Original Publication Newsweek – January 22, 1973
Jeannie Berlin is 23, but you get the feeling you can already see her at 40 as she talks incessantly, her sharp brown eyes taking in every detail. She mugs, waves her hands, kicks her legs, even crawls on her knees for emphasis and attention. Warmth and soul bubble up from inside her, but lots of little girl is still left underneath.
As Lila in “The Heartbreak Kid,” her first major role, she plays one of life’s losers, a klutzy, trusting bride who spends her honeymoon in a Miami hotel room smearing cold cream on her sunburn while her husband falls madly in love with a blond super Wasp. Her performance, funny and excruciatingly sad, earned her the award for Best Supporting Actress from the National Society of Film Critics, plus a lot of publicity about something she had tried to play down – that she is the daughter of Elaine May, the brillian director of “Heartbreak Kid.”
Troupe: Jeannie Berlin bridles at any suggestion that she got the part because of her mother. “I had to test for the role like everyone else,” she told NEWSWEEK’s Maureen Orth. “My mother has helped me agreat deal with my acting but not at all with my career.” Jeannie Berlin comes by her histrionics naturally. Growing up in Los Angeles, she spent a lot of time with her grandmother, Ida Berlin, while her divorced mother was working. Her grandparents started a troupe that played the old Yiddish-theater circuit. It was show business on a shoestring: once they got berths on a train by telling the conductor he had a beautiful voice and hiring him for a show. Jeannie’s father, a free-lance designer, taught her acrobatics. “As a little girl I was a horror,” she says. “You know those kids who do imitations of Maurice Chevalier? I’d carry on like that.”

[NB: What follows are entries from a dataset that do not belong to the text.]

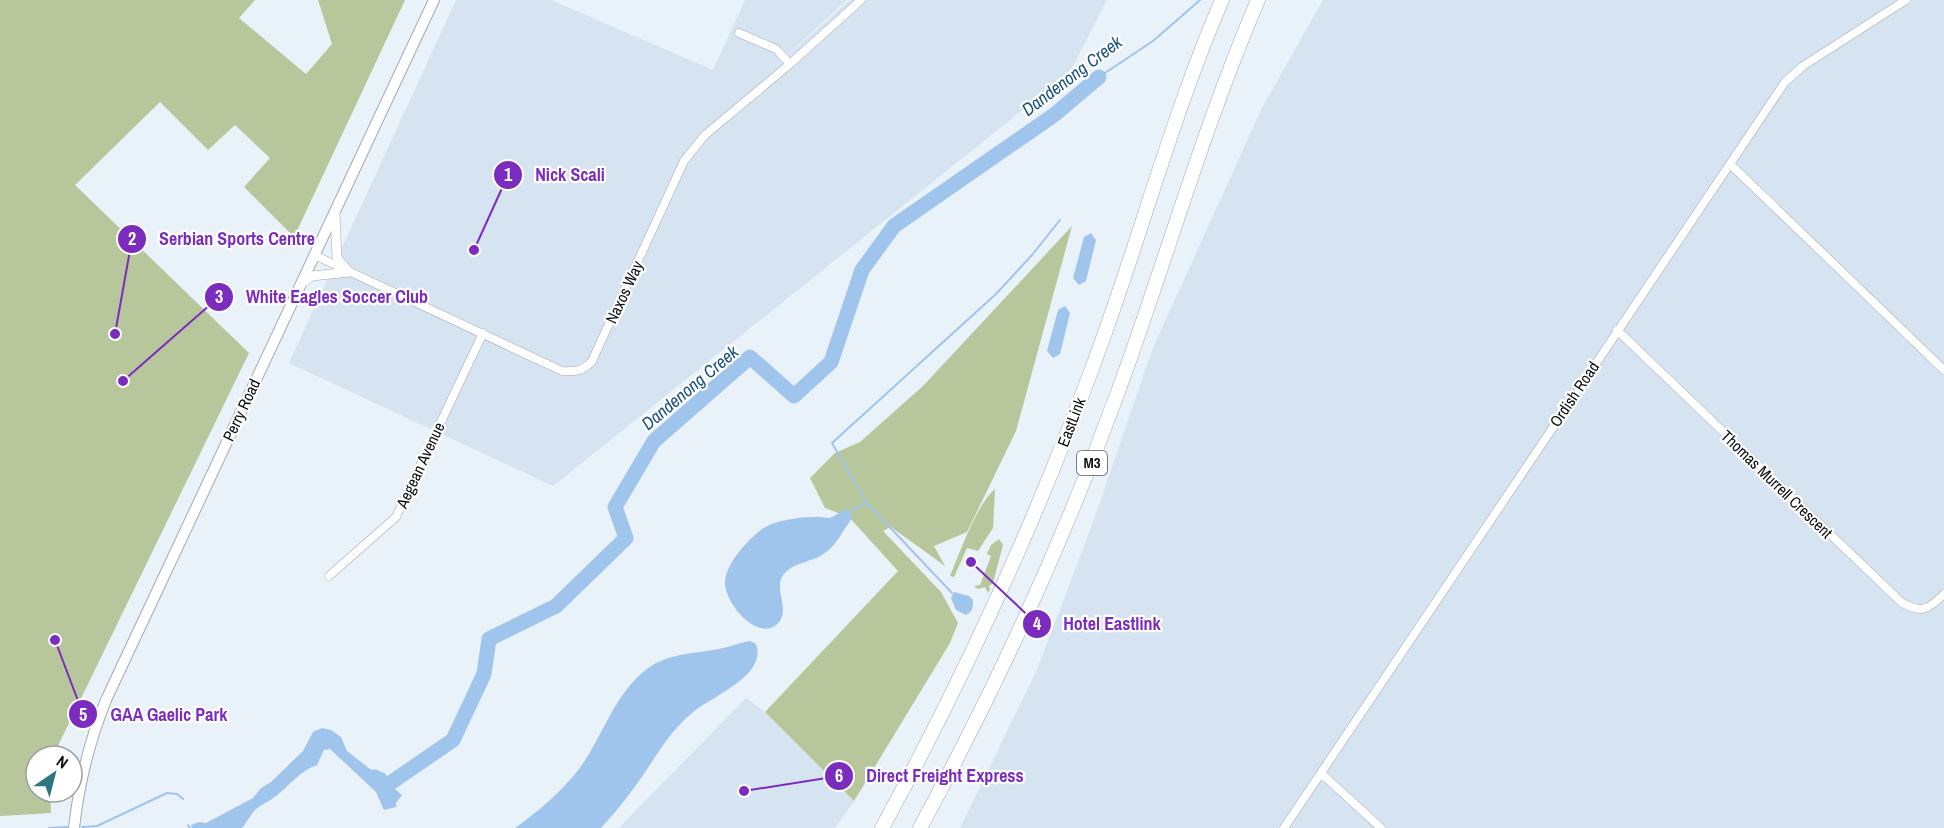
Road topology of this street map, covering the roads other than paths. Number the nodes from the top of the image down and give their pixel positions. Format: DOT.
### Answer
graph roads {
  1 [pos="434,0"];
  2 [pos="861,0"];
  3 [pos="1222,0"];
  4 [pos="1258,0"];
  5 [pos="1906,0"];
  6 [pos="740,33"];
  7 [pos="790,64"];
  8 [pos="1730,164"];
  9 [pos="335,210"];
  10 [pos="314,255"];
  11 [pos="349,272"];
  12 [pos="299,286"];
  13 [pos="1617,330"];
  14 [pos="483,333"];
  15 [pos="1944,370"];
  16 [pos="329,576"];
  17 [pos="1944,594"];
  18 [pos="1321,773"];
  19 [pos="74,828"];
  20 [pos="882,828"];
  21 [pos="920,828"];
  22 [pos="1284,828"];
  23 [pos="1381,828"];
  1 -- 9 [label="main road, Perry Road"];
  2 -- 7 [label="street, Naxos Way"];
  3 -- 20 [label="highway, EastLink / M3"];
  4 -- 21 [label="highway, EastLink / M3"];
  5 -- 8 [label="street, Ordish Road"];
  6 -- 7 [label="street"];
  7 -- 14 [label="street, Naxos Way"];
  8 -- 13 [label="street, Ordish Road"];
  8 -- 15 [label="street"];
  9 -- 10 [label="main road, Perry Road"];
  9 -- 11 [label="street"];
  10 -- 11 [label="street, Naxos Way"];
  10 -- 12 [label="main road, Perry Road"];
  11 -- 12 [label="street"];
  11 -- 14 [label="street, Naxos Way"];
  12 -- 19 [label="main road, Perry Road"];
  13 -- 17 [label="street, Thomas Murrell Crescent"];
  13 -- 18 [label="street, Ordish Road"];
  14 -- 16 [label="street, Aegean Avenue"];
  18 -- 22 [label="street, Ordish Road"];
  18 -- 23 [label="street"];
}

When she was 10, Jeannie started taking acting lessons from her mother. “She’d be so real she’d get a real reaction out of me,” Jeannie Berlin recalls. “She taught me to react to the same situation ten different ways, to pantomime it first. She taught me about substitution. In order to cry or laugh you think of a thing to make you react like that.” During high school Jeannie Berlin, who has a natural gift for teaching, began to direct school plays and work with retarded children. “The kids were a great way to learn acting, to learn behavior,” she says. “Where we have defenses they have none.”
Formal training never worked for her, and she dropped out of acting school at NYU. “The course was supposed to be special, elite,” she says, “but it was a farce. After my mother and grandmother, everything else suffered in comparison. The only thing I learned was how to juggle in the circus class.”
Clowing comes naturally to Jeannie Berlin – so naturally that she fears being typecast. She brings enormous concentration and energy to her roles, analyzing her characters endlessly on paper until she feels she knows them so well she can switch theme on and off at will.
Antics: In her professional debut she played a Beatles fan in an off-off-Broadway musical comedy. “During my audition I jumped the rock star,” recalls Jeannie. “I clawed him, I wouldn’t get off him. My mother taught me to do things for real.” Then she joined the chorus line of the same production and her antics had the audience rolling in the aisles. “I thought I was dancing just like the other girls,” she says. But there weren’t many jobs around for chorus girls with size 12 feet, so she headed out to California and got bit parts in a string of Hollywood youth films. After a small role in “Portnoy’s Complaint” she made a movie called “Bone,” which she’d prefer to forget. “Heartbreak Kid” was her first “chunky” part, as she calls it.
Today, while waiting for another chunk to come along, Jeannie Berlin has continued to instruct everybody about anything. On location for “Heartbreak” she held drama seminars for 80 students at the University of Minnesota, and she has just finished a film script (boiled down from 2,000 pages to 500) about her grandmother’s immigrant family. Her dream is to start a theater for people “who don’t have connections like agents or relatives. I’ve played with old actors and many were the same as the handicapped kids I worked with,” she says. “Both were getting older and older and they weren’t going to make it. It’s nice to help somebody else.”
This article is typed from the original material. Please excuse any errors that have escaped final proofreading.